TASK TO COMPLETE → Going line by line through the records below, count those with the word "family" and give only the count.

TASK MATERIAL START

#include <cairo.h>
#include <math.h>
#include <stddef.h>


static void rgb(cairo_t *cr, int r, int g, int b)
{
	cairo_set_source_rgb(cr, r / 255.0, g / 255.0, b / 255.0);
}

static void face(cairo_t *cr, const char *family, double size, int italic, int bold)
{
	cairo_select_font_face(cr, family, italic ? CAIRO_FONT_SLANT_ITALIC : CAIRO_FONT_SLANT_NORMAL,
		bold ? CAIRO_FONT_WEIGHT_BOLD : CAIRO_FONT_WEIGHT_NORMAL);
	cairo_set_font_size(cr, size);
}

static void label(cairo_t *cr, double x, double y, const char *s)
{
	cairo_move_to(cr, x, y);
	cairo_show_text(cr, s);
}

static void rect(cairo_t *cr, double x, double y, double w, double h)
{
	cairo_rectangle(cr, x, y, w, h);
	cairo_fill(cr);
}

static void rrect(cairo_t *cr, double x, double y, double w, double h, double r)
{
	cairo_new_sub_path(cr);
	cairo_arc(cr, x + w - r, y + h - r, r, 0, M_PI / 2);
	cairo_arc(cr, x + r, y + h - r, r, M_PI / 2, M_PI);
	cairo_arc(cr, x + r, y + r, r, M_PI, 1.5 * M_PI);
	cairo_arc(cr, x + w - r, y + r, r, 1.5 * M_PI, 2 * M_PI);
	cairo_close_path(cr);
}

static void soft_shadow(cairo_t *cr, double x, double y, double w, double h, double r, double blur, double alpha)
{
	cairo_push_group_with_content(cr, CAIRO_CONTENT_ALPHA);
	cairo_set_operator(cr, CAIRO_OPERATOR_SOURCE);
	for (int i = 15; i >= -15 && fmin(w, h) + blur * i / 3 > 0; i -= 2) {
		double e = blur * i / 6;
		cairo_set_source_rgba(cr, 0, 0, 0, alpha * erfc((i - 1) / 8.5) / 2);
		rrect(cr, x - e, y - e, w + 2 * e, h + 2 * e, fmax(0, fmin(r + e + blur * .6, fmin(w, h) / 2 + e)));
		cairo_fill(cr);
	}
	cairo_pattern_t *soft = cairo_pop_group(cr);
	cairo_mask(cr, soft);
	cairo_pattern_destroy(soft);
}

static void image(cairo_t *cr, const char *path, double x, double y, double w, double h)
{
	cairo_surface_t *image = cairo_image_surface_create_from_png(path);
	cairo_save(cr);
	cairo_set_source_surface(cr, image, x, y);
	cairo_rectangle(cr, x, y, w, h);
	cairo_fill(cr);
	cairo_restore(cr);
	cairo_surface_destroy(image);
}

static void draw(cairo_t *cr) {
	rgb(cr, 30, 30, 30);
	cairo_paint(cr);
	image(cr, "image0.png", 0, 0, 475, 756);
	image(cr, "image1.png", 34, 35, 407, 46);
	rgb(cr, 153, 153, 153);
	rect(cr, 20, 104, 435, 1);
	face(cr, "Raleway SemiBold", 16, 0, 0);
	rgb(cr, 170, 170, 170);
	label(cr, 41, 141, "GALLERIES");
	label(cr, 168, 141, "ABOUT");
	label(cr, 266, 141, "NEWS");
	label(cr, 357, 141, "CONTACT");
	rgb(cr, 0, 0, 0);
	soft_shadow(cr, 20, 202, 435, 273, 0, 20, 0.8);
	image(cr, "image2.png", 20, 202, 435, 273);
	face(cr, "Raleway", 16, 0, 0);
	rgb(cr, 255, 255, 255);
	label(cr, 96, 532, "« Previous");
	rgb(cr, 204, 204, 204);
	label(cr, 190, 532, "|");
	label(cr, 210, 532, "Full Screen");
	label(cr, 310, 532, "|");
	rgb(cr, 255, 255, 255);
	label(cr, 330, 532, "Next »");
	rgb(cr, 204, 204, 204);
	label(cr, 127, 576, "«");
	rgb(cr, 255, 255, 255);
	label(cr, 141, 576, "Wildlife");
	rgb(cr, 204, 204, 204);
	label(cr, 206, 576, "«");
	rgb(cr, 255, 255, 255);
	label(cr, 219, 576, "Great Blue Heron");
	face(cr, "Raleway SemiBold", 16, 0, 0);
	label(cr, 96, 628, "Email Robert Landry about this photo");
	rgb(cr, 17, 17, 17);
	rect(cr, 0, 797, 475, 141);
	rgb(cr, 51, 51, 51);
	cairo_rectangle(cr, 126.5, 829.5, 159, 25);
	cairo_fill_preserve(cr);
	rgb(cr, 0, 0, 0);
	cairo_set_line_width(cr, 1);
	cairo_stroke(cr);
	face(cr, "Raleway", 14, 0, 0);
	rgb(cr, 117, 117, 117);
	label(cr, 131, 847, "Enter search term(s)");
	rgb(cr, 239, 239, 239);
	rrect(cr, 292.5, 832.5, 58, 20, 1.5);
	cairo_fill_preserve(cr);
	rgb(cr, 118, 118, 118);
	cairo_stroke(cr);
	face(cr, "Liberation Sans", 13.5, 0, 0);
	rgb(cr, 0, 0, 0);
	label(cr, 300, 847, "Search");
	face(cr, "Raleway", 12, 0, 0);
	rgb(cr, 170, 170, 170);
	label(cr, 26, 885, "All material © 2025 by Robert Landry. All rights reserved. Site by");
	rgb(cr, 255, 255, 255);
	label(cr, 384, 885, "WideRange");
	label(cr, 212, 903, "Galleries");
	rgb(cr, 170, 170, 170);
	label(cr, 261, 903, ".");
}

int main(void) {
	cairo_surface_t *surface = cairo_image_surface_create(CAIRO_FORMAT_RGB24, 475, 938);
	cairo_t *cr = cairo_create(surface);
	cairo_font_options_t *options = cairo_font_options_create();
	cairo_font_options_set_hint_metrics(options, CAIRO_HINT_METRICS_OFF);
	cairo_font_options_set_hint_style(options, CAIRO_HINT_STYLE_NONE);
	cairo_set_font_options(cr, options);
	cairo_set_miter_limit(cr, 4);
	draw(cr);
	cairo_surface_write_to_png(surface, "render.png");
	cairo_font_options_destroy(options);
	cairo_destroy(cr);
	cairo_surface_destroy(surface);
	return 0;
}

TASK MATERIAL END

WRITTEN REPLY → 2